Similarly, when the Medicare prescription drug benefit (Part D) went into effect in 2006, it ran into early problems processing enrollment in plans, but those difficulties were quickly resolved. The program has operated reasonably smoothly since then, although as with any major program, challenges still remain, such as getting low-income beneficiaries signed up for subsidized coverage.
There are countless other examples of new programs getting off to a slow or somewhat rocky start.
The ACA faces all of the same challenges as these other programs and some additional ones unique to its structure and circumstance. Arguably, it is one of the most complex government programs created in decades, with significant changes in the rules for private insurance, the establishment of entirely new institutions (ie, insurance exchanges), and an expansion in Medicaid, all interacting with a largely employer-based insurance system. Moreover, the process leading to its passage was highly partisan, and the law is still politically divisive.
Effects of Divisiveness
This divisiveness has, in turn, led to very uneven implementation in the states. Not all states are planning to expand Medicaid to everyone with incomes up to 138% of the poverty level (at least at first), now that the Supreme Court has ruled that expansion optional. This will leave many low-income people in those states without access to affordable coverage. Just 17 states and the District of Columbia are planning to implement health insurance exchanges, with a handful of others operating exchanges in partnership with the federal government. This means the federal government will be running exchanges in about half of states.
People will have all the same insurance protections and access to subsidies in states where the federal government will be operating the exchange (called the “Health Insurance Marketplace”). However, it will be challenging for the federal government to effectively market new coverage options in states where the political leadership is at best sitting on the sidelines and at worst openly hostile to the effort. The federal exchange has announced plans for a major media campaign beginning in July, but it may not have the same reach as the kind of localized outreach efforts planned by states creating their own exchanges, where governors are solidly behind the ACA and indeed want to “own” it. Potentially, private efforts like the nonprofit Enroll America can help fill in some of the gaps.

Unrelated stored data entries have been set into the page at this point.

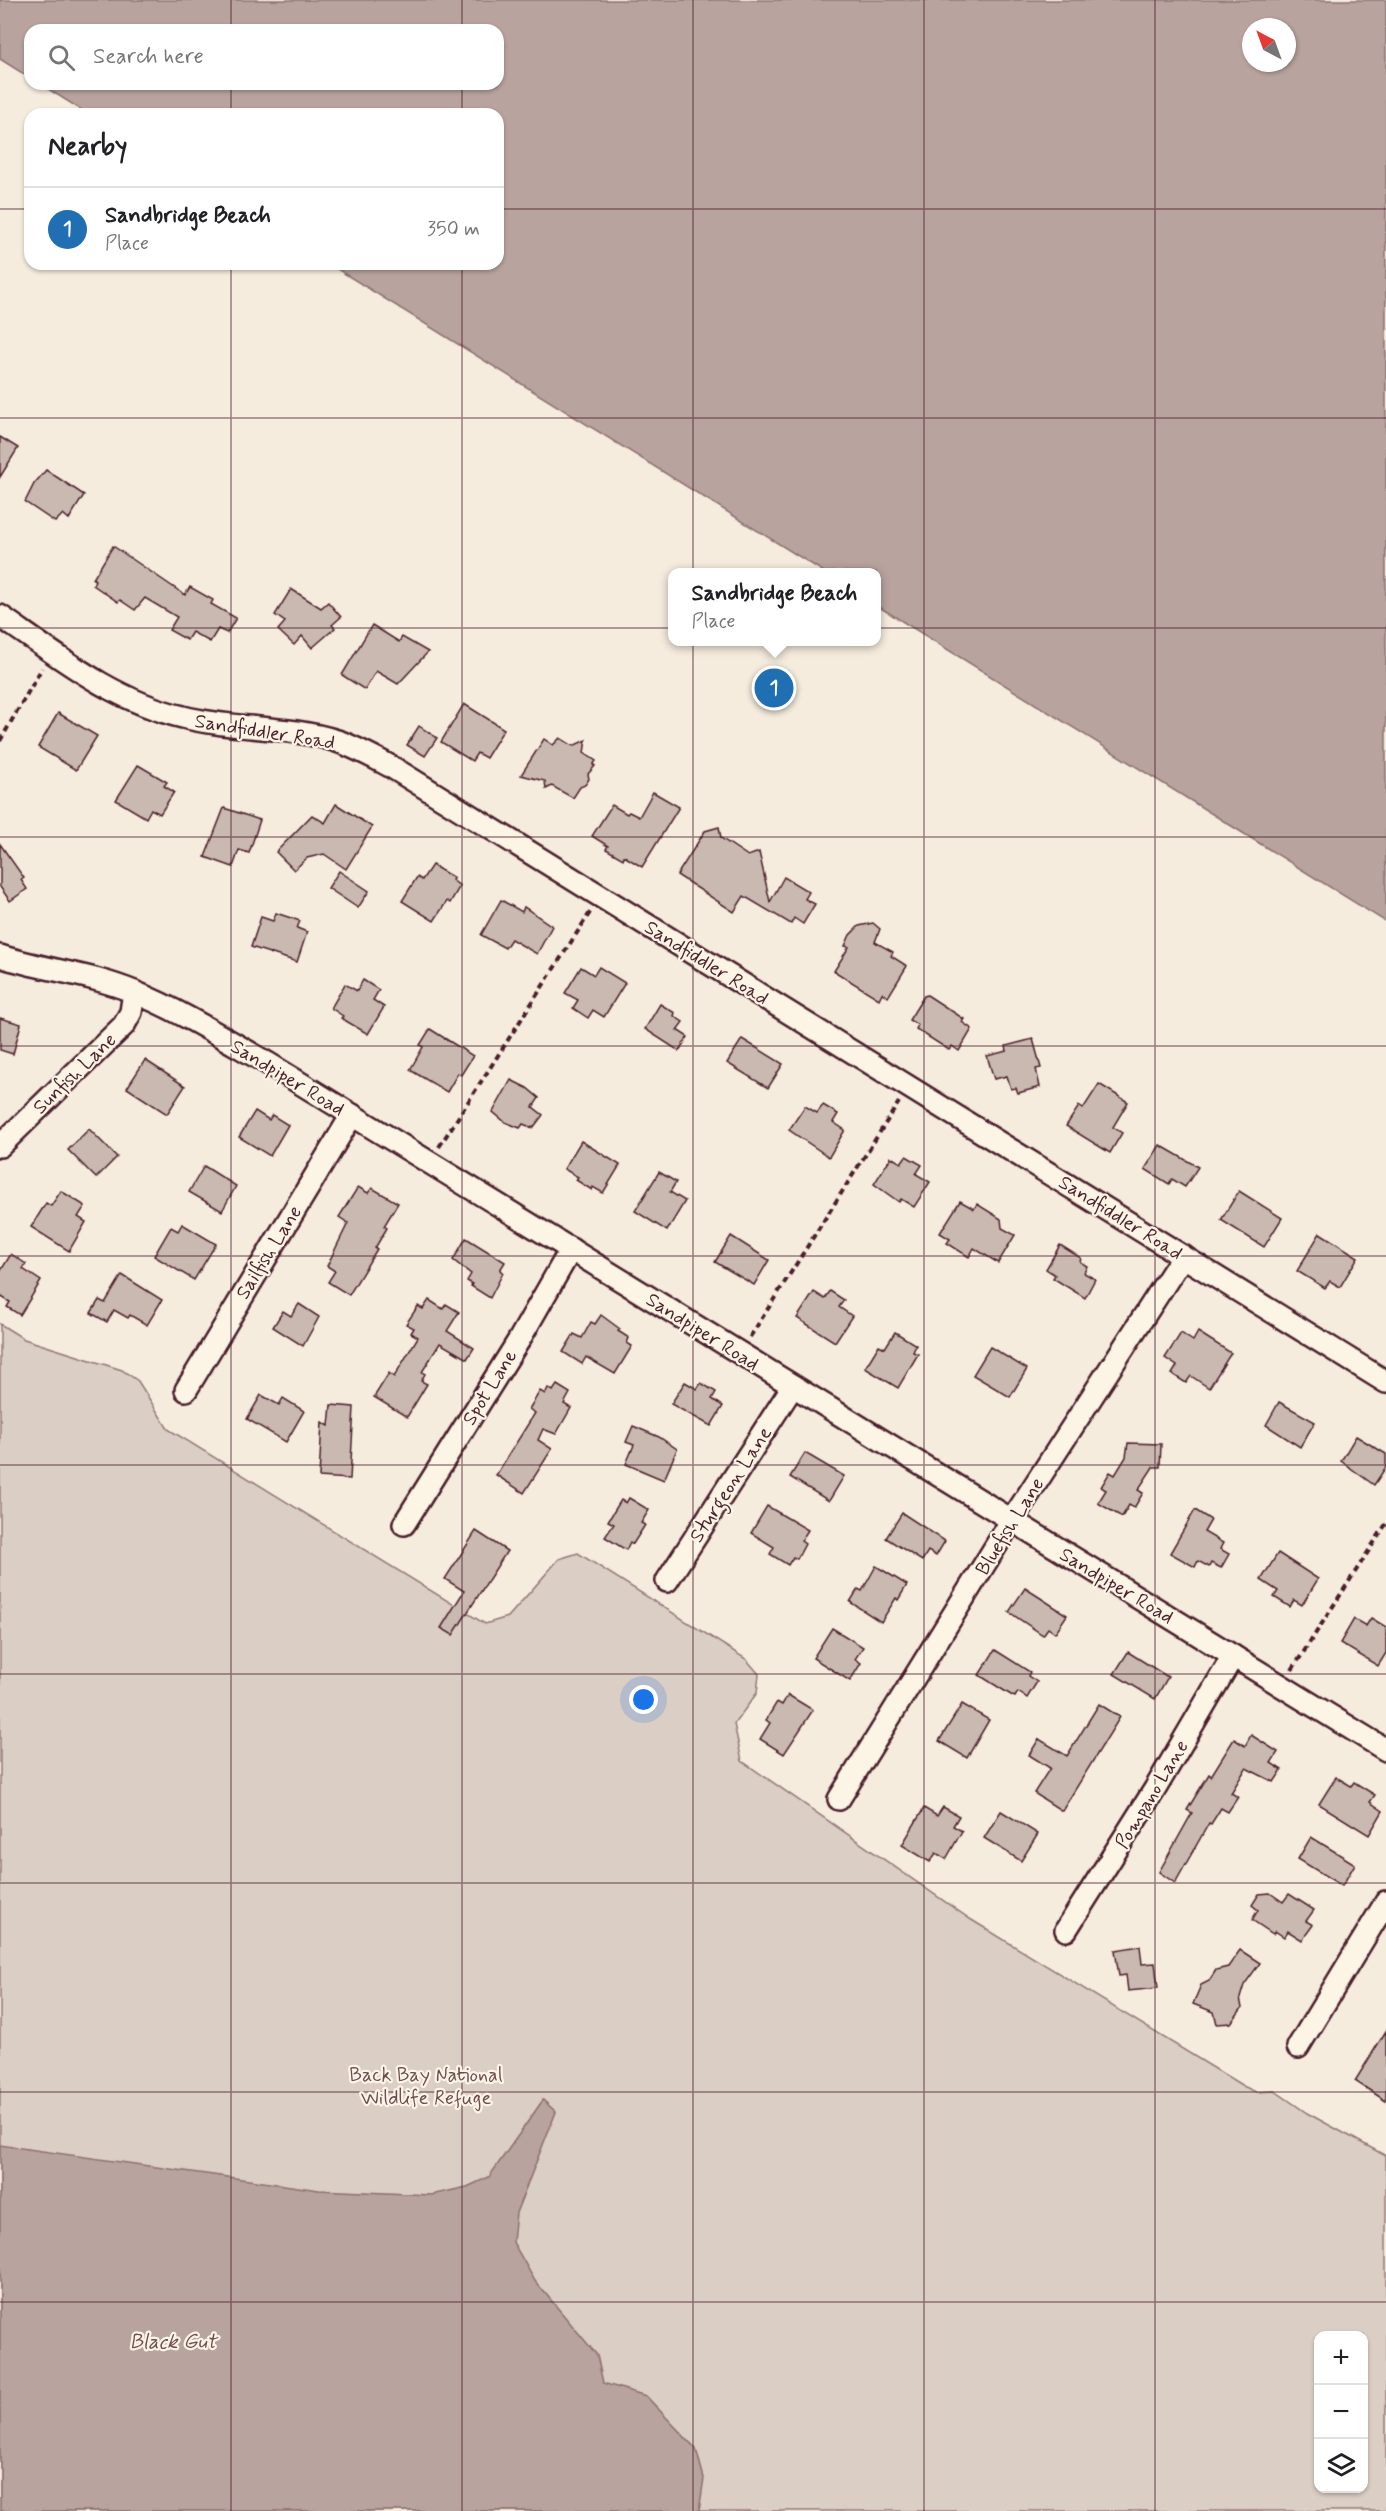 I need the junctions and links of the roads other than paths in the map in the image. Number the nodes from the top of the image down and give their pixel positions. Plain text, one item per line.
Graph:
1 (0, 616) edge
2 (0, 956) edge
3 (134, 992) junction
4 (352, 1115) junction
5 (0, 1146) edge
6 (571, 1249) junction
7 (1183, 1256) junction
8 (1386, 1382) edge
9 (793, 1386) junction
10 (186, 1390) dead end
11 (1012, 1520) junction
12 (404, 1524) dead end
13 (668, 1581) dead end
14 (1233, 1656) junction
15 (1386, 1750) edge
16 (839, 1799) dead end
17 (1386, 1902) edge
18 (1066, 1930) dead end
19 (1298, 2047) dead end

1 - 7 street, Sandfiddler Road
2 - 3 street, Sandpiper Road
3 - 4 street, Sandpiper Road
3 - 5 street, Sunfish Lane
4 - 6 street, Sandpiper Road
4 - 10 street, Sailfish Lane
6 - 9 street, Sandpiper Road
6 - 12 street, Spot Lane
7 - 8 street, Sandfiddler Road
7 - 11 street, Bluefish Lane
9 - 11 street, Sandpiper Road
9 - 13 street, Sturgeon Lane
11 - 14 street, Sandpiper Road
11 - 16 street, Bluefish Lane
14 - 15 street, Sandpiper Road
14 - 18 street, Pompano Lane
17 - 19 street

The success of marketing and outreach efforts is key to whether the CBO’s crystal ball about enrollment in the exchanges is roughly accurate or overly pessimistic. Such efforts will affect how many people enroll and get helped by the law’s benefits, as well as how many people are left uninsured. This early period of enrollment could also have domino-like effects on the insurance system if many sicker-than-average people enroll (because the ACA prohibits discriminating against people with preexisting conditions), but young and healthy people do not (a scenario that actuaries call “adverse selection”). The best guarantee of stable and reasonably priced insurance is a large insurance pool that reaches a broad and significant share of the population.
History suggests that enrollment in exchanges is likely to start out low and grow over time and that some technical glitches are inevitable at first. Different people may come to different conclusions about how effective the ACA is and whether and how it should be modified. But we should judge its success or failure based on reasonable expectations and not solely on what happens in the first few months of next year.
About the author: Larry Levitt, MPP, is Senior Vice President for Special Initiatives at the Kaiser Family Foundation and Senior Advisor to the President of the Foundation. Among other duties, he is Co-Executive Director of the Kaiser Initiative on Health Reform and Private Insurance.